Las dos óperas chilenas anteriores estrenadas (La Fioraia di Lugano y Velleda) habían sido compuestas por dos músicos con estudios en Europa: de manera estatal en Ortiz de Zárate, particular en Hügel. En la frase de la carta de Acevedo hay un modo de aclarar que ha podido componer aún sin viajes de perfeccionamiento, pero que obviamente sería mejor si los hubiera tenido. Además, no considera nacionales aquellas óperas tanto por el idioma en el que se cantaron como por la trama, italiano y europea; también por los intérpretes, que habían sido extranjeros (parcialmente en Hügel). La nacionalidad estaría dada no por el compositor sino por el resultado sonoro-visual y por quienes la dan a conocer, dando el título de nacional no a la idea (la ópera es, recordemos, una invención italiana), sino a características del producto y la mano de obra; interesante postura en una nación que se industrializaba. “Hermoso idioma” dice del castellano, adelantándose a las corrientes nacionalistas, atreviéndose a dar un pequeño juicio crítico sobre los dos colegas mencionados, mucho más conocidos y apreciados, que aparentemente habían desdeñado el idioma del país donde habitaban.

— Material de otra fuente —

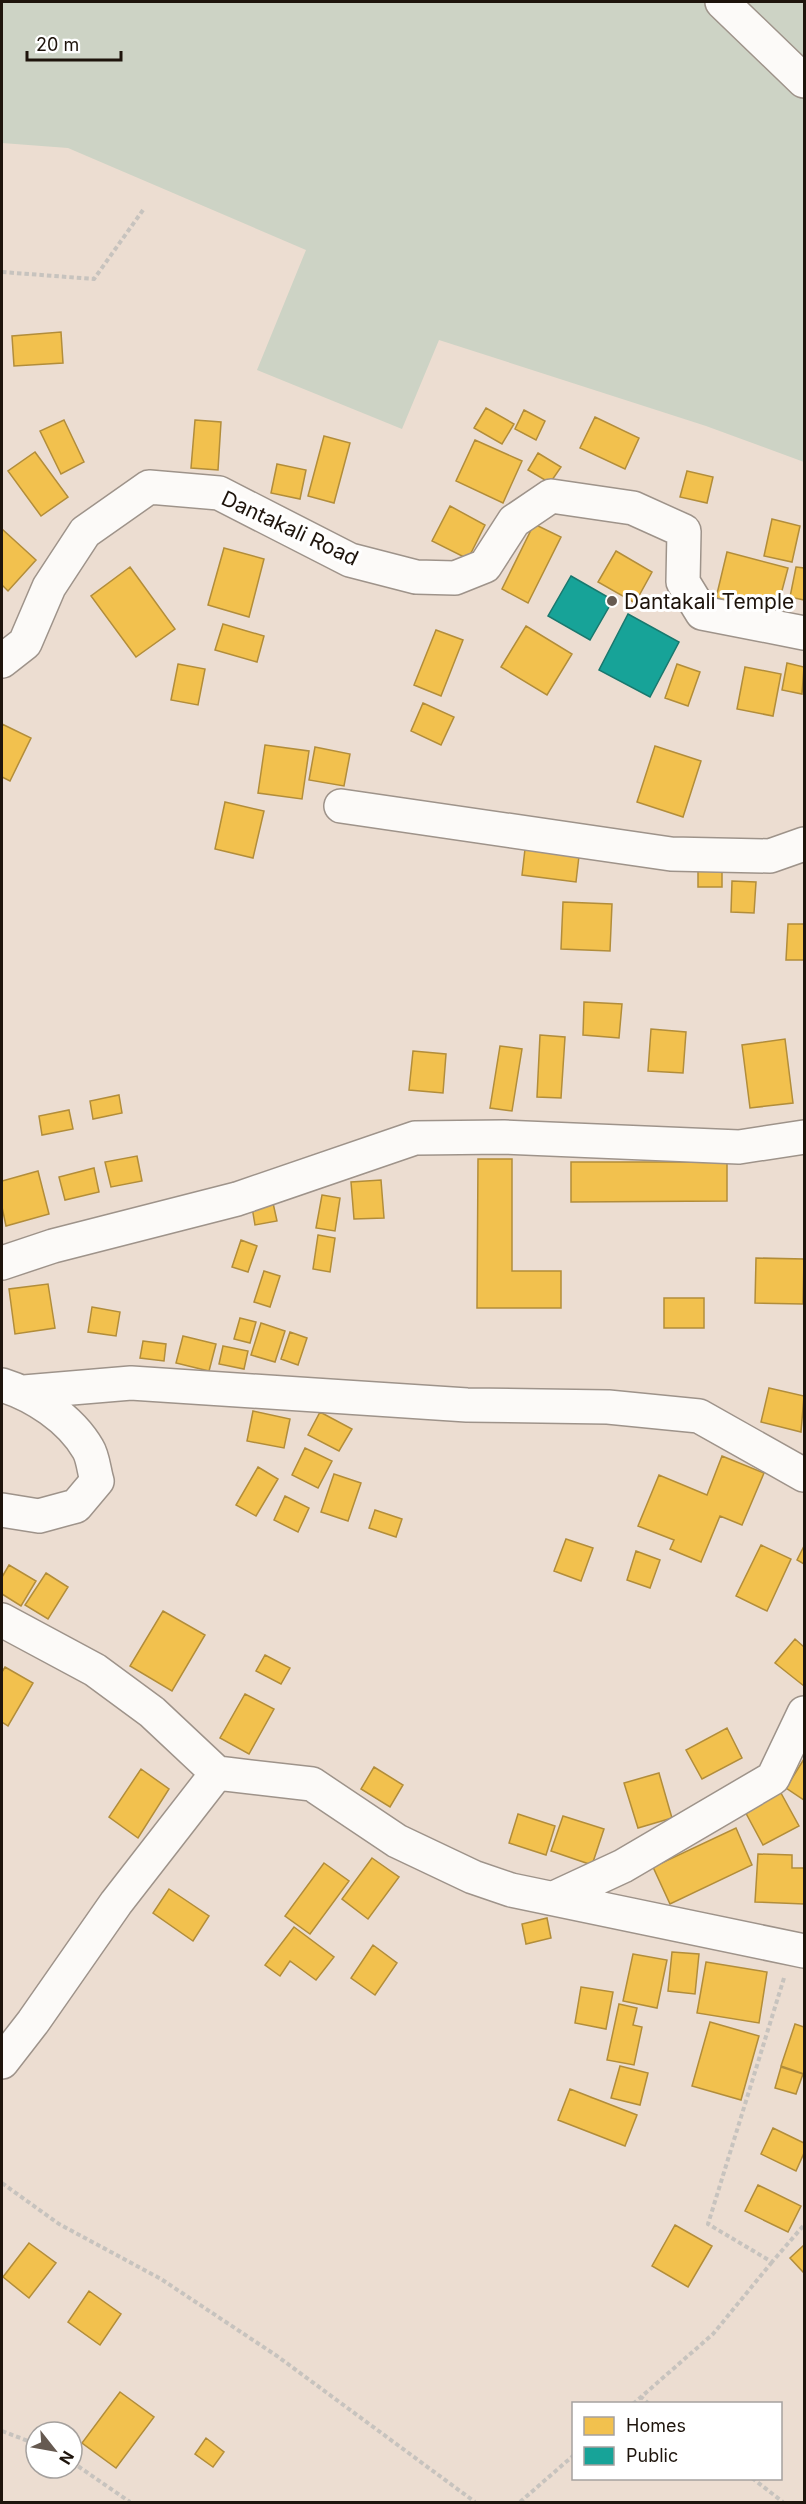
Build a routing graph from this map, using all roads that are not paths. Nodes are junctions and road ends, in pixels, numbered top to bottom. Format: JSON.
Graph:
{"nodes":[{"id":1,"x":722,"y":2,"type":"edge"},
{"id":2,"x":804,"y":81,"type":"edge"},
{"id":3,"x":804,"y":633,"type":"edge"},
{"id":4,"x":2,"y":661,"type":"edge"},
{"id":5,"x":341,"y":806,"type":"dead end"},
{"id":6,"x":804,"y":844,"type":"edge"},
{"id":7,"x":804,"y":1137,"type":"edge"},
{"id":8,"x":2,"y":1263,"type":"edge"},
{"id":9,"x":13,"y":1388,"type":"edge"},
{"id":10,"x":804,"y":1475,"type":"edge"},
{"id":11,"x":2,"y":1510,"type":"edge"},
{"id":12,"x":2,"y":1620,"type":"edge"},
{"id":13,"x":804,"y":1713,"type":"edge"},
{"id":14,"x":217,"y":1773,"type":"junction"},
{"id":15,"x":554,"y":1898,"type":"junction"},
{"id":16,"x":799,"y":1950,"type":"edge"},
{"id":17,"x":2,"y":2062,"type":"edge"}],
"edges":[{"from":1,"to":2,"type":"street"},
{"from":3,"to":4,"type":"street","name":"Dantakali Road"},
{"from":5,"to":6,"type":"street"},
{"from":7,"to":8,"type":"street"},
{"from":9,"to":10,"type":"street"},
{"from":9,"to":11,"type":"street"},
{"from":12,"to":14,"type":"street"},
{"from":13,"to":15,"type":"street"},
{"from":14,"to":15,"type":"street"},
{"from":14,"to":17,"type":"street"},
{"from":15,"to":16,"type":"street"}]}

En fin, Acevedo sentía (y lo dejaba muy en claro) que daba un paso más que sus colegas. Según sus palabras, decide mostrar solo un acto apelando a la cautela, para obtener un juicio público, habiendo invertido un gasto no tan grande. Aunque mayor cautela hubiese sido buscar un teatro menor, tal como había hecho Hügel y probar allí su suerte, sin una exposición arriesgada, la presencia del Presidente y la exposición era justamente lo que Acevedo buscaba; y debía hacerlo con rapidez: el año anterior Ortiz de Zárate había terminado de componer Lautaro, algo que Acevedo seguramente sabría ya que el 16 de octubre de 1901 se había firmado un acuerdo para su estreno con la Municipalidad de Santiago y con la Compañía del maestro Arturo Padovani en la temporada siguiente. Ya habían transcurrido varios meses y en pocos días llegaría dicha Compañía con el nuevo título aprendido: es decir, se representaría una primera ópera chilena de temática nacionalista con el lucimiento musical y social de un grupo profesional, lo que opacaría el resultado del incipiente Caupolicán I. Vistas así las cosas, en dos meses, en poco tiempo Acevedo escribirá y estrenará su acto.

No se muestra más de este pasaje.